Folarin Balogun, delantero de Nigeria, fue expulsado con tarjeta roja directa en el partido contra Bosnia y Herzegovina, que Estados Unidos ganó por 2-1 en los 16avos de final del Mundial 2026. La FIFA lo sancionó con una suspensión de un partido por infringir reglas específicas del torneo, pero la medida fue pospuesta temporalmente. La decisión generó sorpresa, ya que los funcionarios de la FIFA habían asegurado previamente que no se podía apelar ni la expulsión ni la suspensión automática.

El Comité Disciplinario recurrió a un artículo del Código Disciplinario que permite aplicar sanciones en suspenso. Según el artículo 27, Balogun podrá jugar el partido contra Bélgica, programado para el viernes, siempre que no repita la misma infracción en los próximos doce meses. Si vuelve a cometer un error similar, la suspensión se hará efectiva, además de cualquier otra sanción. La FIFA explicó que la decisión busca balancear la justicia con el contexto del torneo, donde se prioriza la continuidad del campeonato.
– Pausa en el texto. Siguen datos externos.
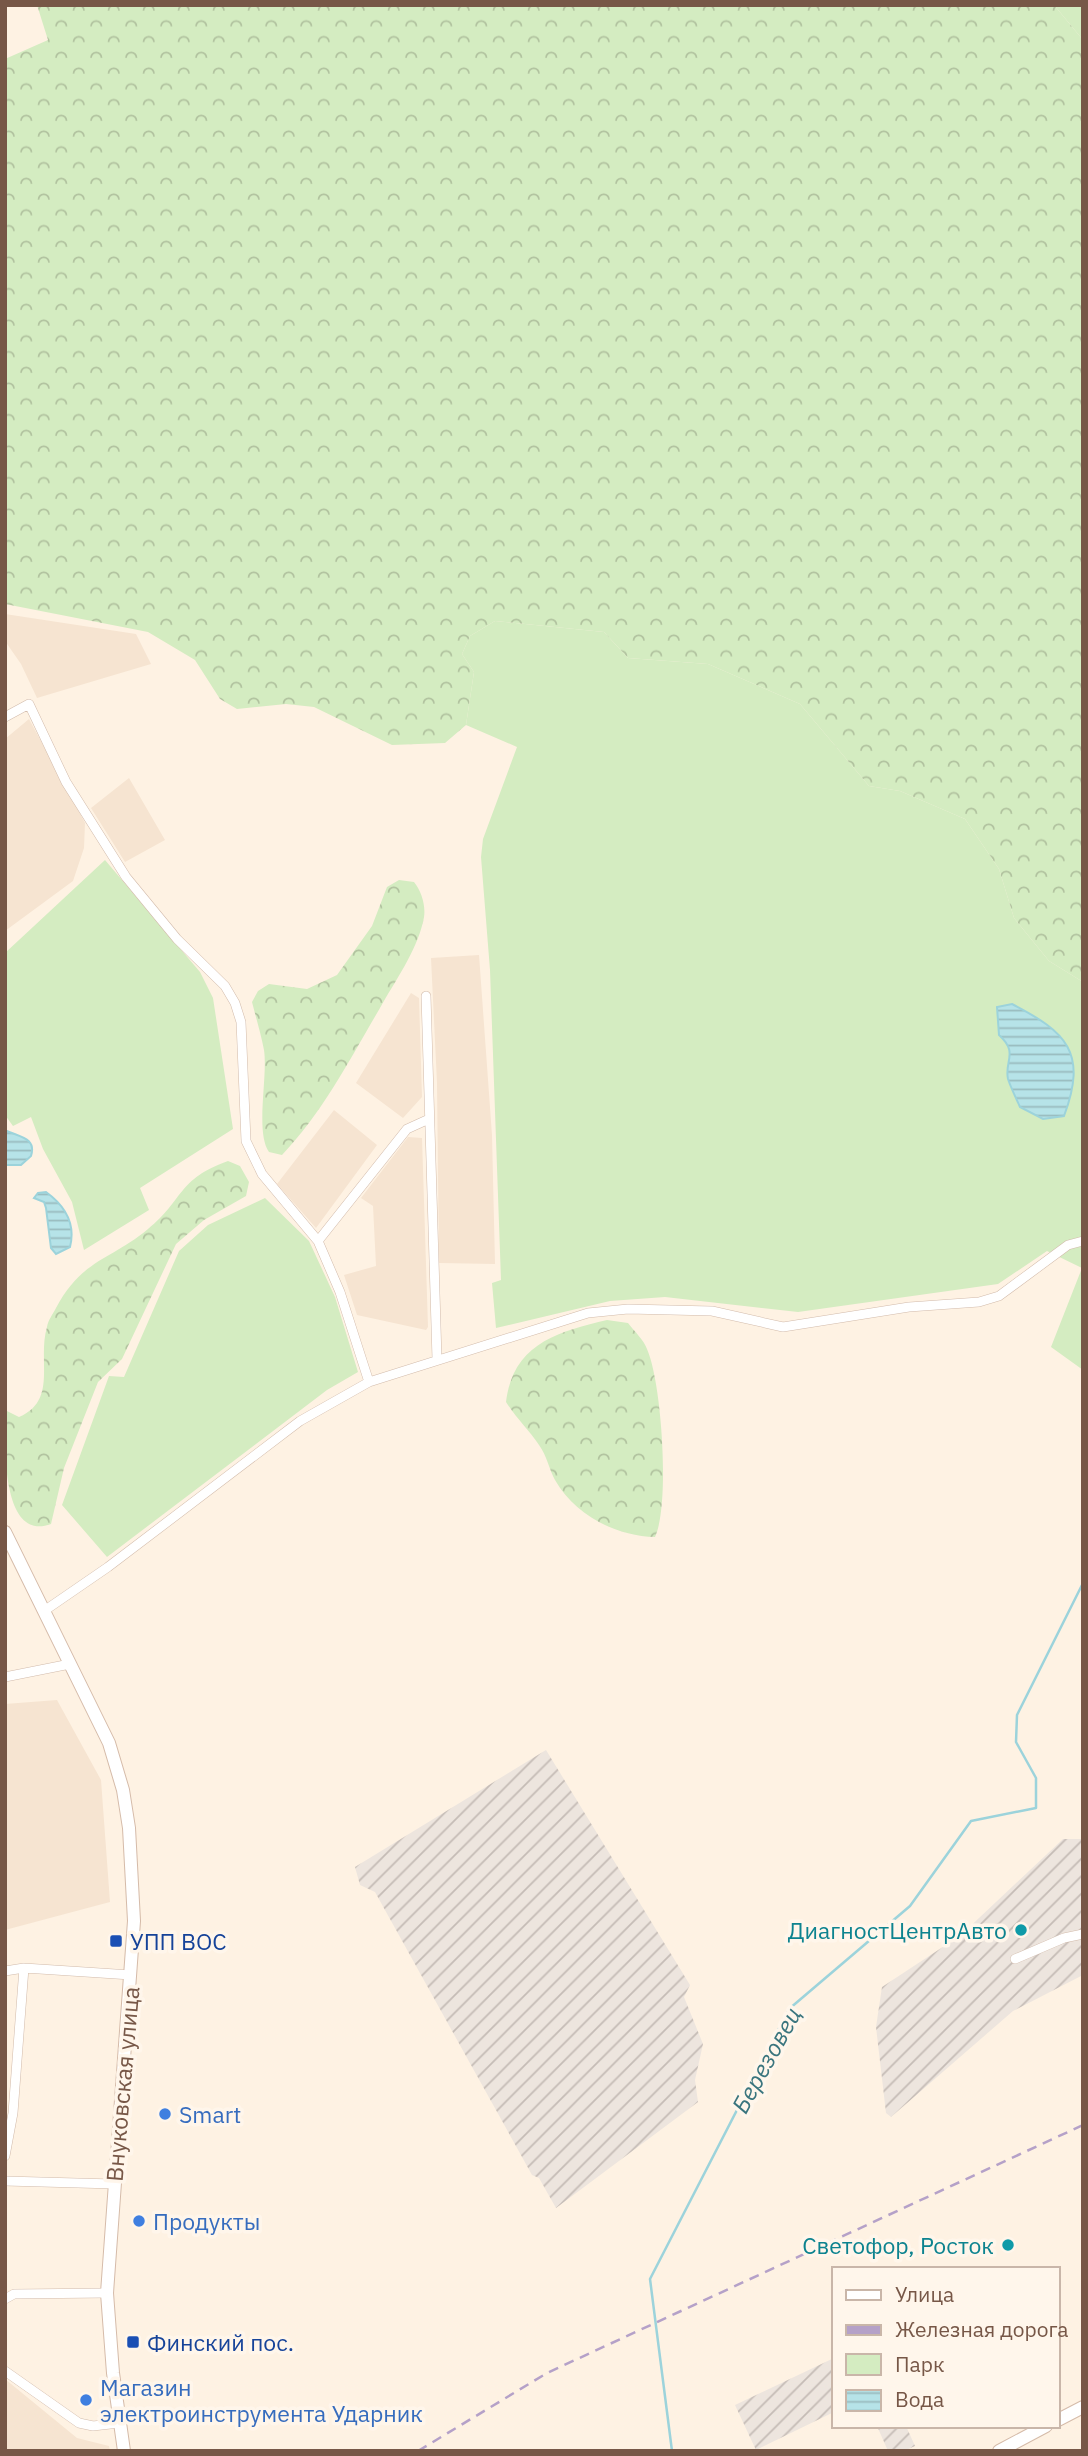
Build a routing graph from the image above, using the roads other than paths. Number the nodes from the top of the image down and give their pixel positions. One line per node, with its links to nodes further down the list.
1 (5, 717): 4 (street)
2 (426, 996): 3 (street)
3 (429, 1119): 4 (street); 6 (street)
4 (318, 1241): 7 (street)
5 (1083, 1241): 6 (street)
6 (437, 1359): 7 (street)
7 (369, 1382): 9 (street)
8 (5, 1532): 9 (main road, Внуковская улица)
9 (44, 1611): 10 (main road, Внуковская улица)
10 (70, 1664): 11 (street); 16 (main road, Внуковская улица)
11 (5, 1677)
12 (1083, 1934): 13 (street)
13 (1015, 1959)
14 (24, 1968): 15 (street); 16 (street); 17 (street)
15 (5, 1971)
16 (131, 1975): 19 (main road, Внуковская улица)
17 (5, 2157)
18 (5, 2181): 19 (street)
19 (114, 2184): 20 (main road, Внуковская улица)
20 (107, 2293): 21 (street); 25 (main road, Внуковская улица)
21 (5, 2299)
22 (5, 2371): 25 (street)
23 (1083, 2407): 24 (main road)
24 (1060, 2419)
25 (120, 2423): 27 (main road, Внуковская улица)
26 (1042, 2428): 28 (main road)
27 (124, 2451)
28 (999, 2451)

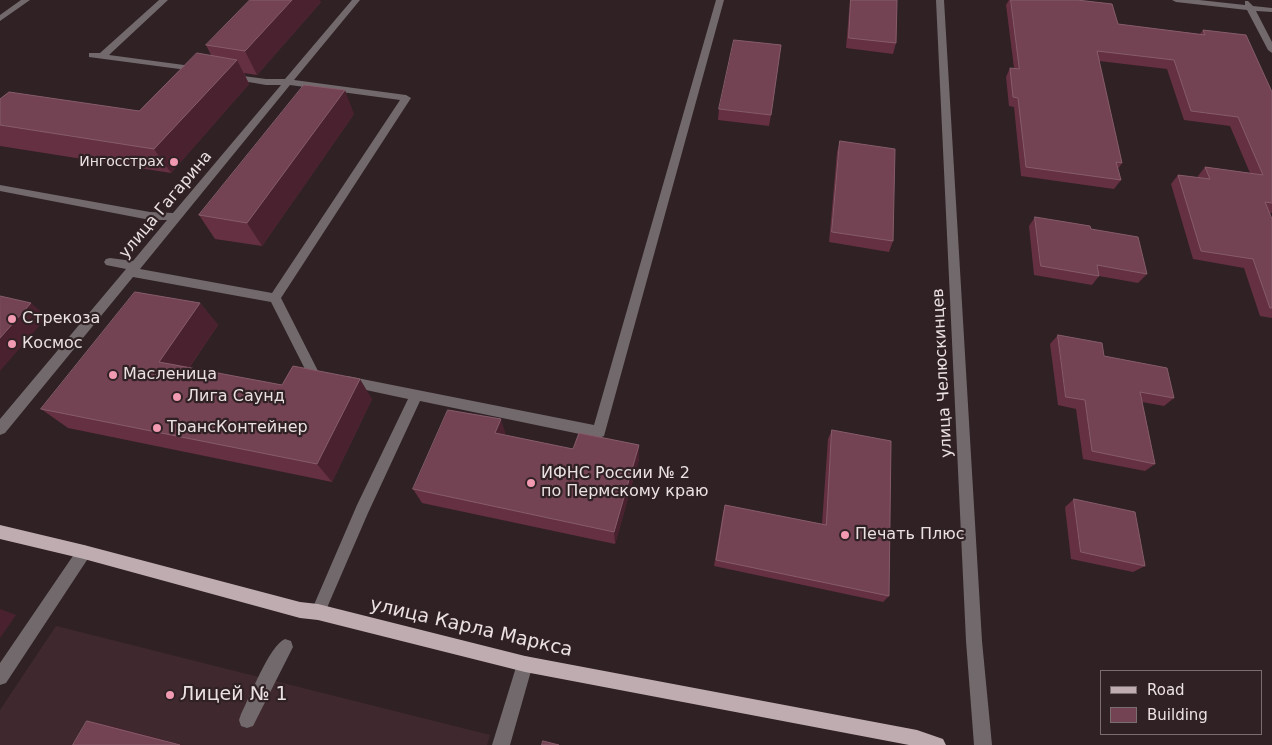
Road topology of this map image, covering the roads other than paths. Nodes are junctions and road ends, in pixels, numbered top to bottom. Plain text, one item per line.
1 (26, 0) edge
2 (164, 0) edge
3 (356, 0) edge
4 (720, 0) edge
5 (940, 0) edge
6 (1176, 0) edge
7 (1248, 4) edge
8 (1272, 10) edge
9 (0, 19) edge
10 (1272, 50) edge
11 (288, 82) junction
12 (0, 188) edge
13 (177, 217) junction
14 (110, 262) dead end
15 (134, 269) junction
16 (275, 298) junction
17 (416, 395) junction
18 (0, 430) edge
19 (0, 532) edge
20 (84, 552) junction
21 (318, 612) junction
22 (285, 647) dead end
23 (525, 664) junction
24 (0, 677) edge
25 (247, 720) dead end
26 (501, 745) edge
27 (938, 745) edge
28 (983, 745) edge

1 - 9 street
2 - 11 street
3 - 11 street, улица Гагарина
4 - 17 street
5 - 28 street, улица Челюскинцев
6 - 7 street
7 - 8 street
7 - 10 street
11 - 13 street, улица Гагарина
11 - 16 street
12 - 13 street
13 - 15 street, улица Гагарина
14 - 15 street
15 - 16 street
15 - 18 street, улица Гагарина
16 - 17 street
17 - 21 street
19 - 20 main road, улица Карла Маркса
20 - 21 main road, улица Карла Маркса
20 - 24 street
21 - 23 main road, улица Карла Маркса
22 - 25 street
23 - 26 street
23 - 27 main road, улица Карла Маркса

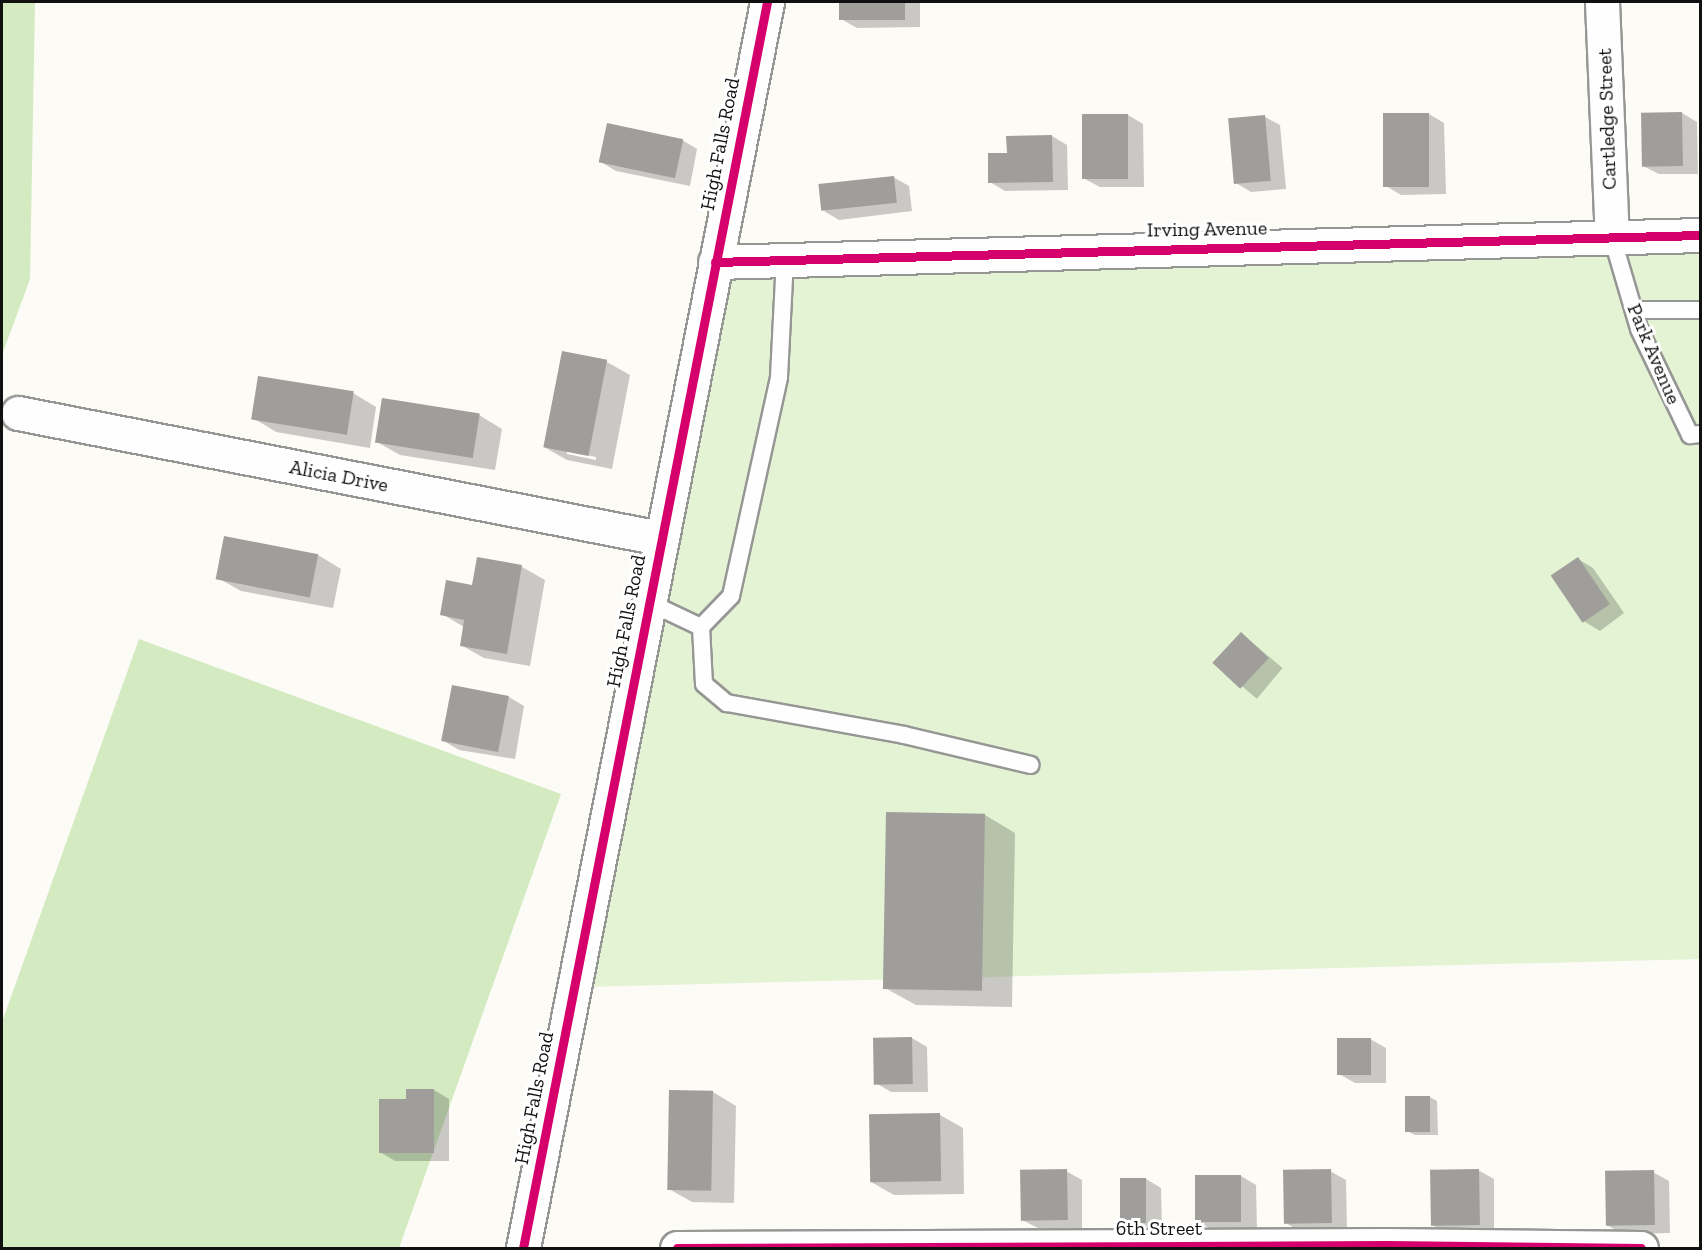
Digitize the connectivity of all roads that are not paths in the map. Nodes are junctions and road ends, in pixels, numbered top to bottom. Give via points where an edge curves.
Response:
1 (767, 2) edge
2 (1602, 2) edge
3 (1701, 235) edge
4 (1612, 237) junction
5 (785, 258) junction
6 (715, 262) junction
7 (1634, 310) junction
8 (1701, 310) edge
9 (18, 413) dead end
10 (1695, 434) edge
11 (660, 538) junction
12 (648, 602) junction
13 (701, 627) junction
14 (1031, 765) dead end
15 (1387, 1247) edge
16 (523, 1248) edge
17 (677, 1248) edge
18 (1641, 1248) edge

1 - 6 street, High Falls Road
2 - 4 street, Cartledge Street
3 - 4 street, Irving Avenue
4 - 5 street, Irving Avenue
4 - 7 lane, Park Avenue
5 - 6 street, Irving Avenue
5 - 13 lane via 780,377 731,596
6 - 11 street, High Falls Road
7 - 8 lane
7 - 10 lane, Park Avenue
9 - 11 street, Alicia Drive
11 - 12 street, High Falls Road
12 - 13 lane
12 - 16 street, High Falls Road
13 - 14 lane via 704,684 727,703 904,735
15 - 17 street, 6th Street
15 - 18 street, 6th Street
La expulsión de Balogun ocurrió cuando se abalanzó contra el defensor Tarik Muharemovic, lo que el árbitro brasileño Raphael Claus consideró una infracción grave. Según el reglamento del Mundial, ese tipo de fechorías lleva automáticamente a una suspensión. Sin embargo, el Comité Disciplinario decidió no aplicarla de inmediato, lo que ha generado debate sobre la flexibilidad de las normas en momentos críticos del torneo. Los expertos destacan que esta decisión abre un precedente para casos similares, aunque podría ser revisada si se considera que el jugador no sufrió un castigo ejemplar.

La situación pone de relieve las tensiones entre el cumplimiento estricto de las reglas y la necesidad de mantener la competitividad del Mundial. Con Nigeria en octavos frente a Bélgica, la decisión de FIFA deja al delantero en una posición ambigua: puede jugar, pero su futuro dependerá de su comportamiento en los próximos meses. La sanción en suspensión no solo afecta a Balogun, sino que también refleja un intento de la institución de adaptar su reglamento a las circunstancias excepcionales de un torneo global.

La sanción provisional de Balogun deja abierta la posibilidad de que juegue el próximo partido, pero su situación sigue ligada a su conducta en los doce meses siguientes. La decisión de FIFA busca equilibrar castigo y continuidad, aunque genera cuestionamientos sobre la aplicación de las normas en momentos críticos del torneo.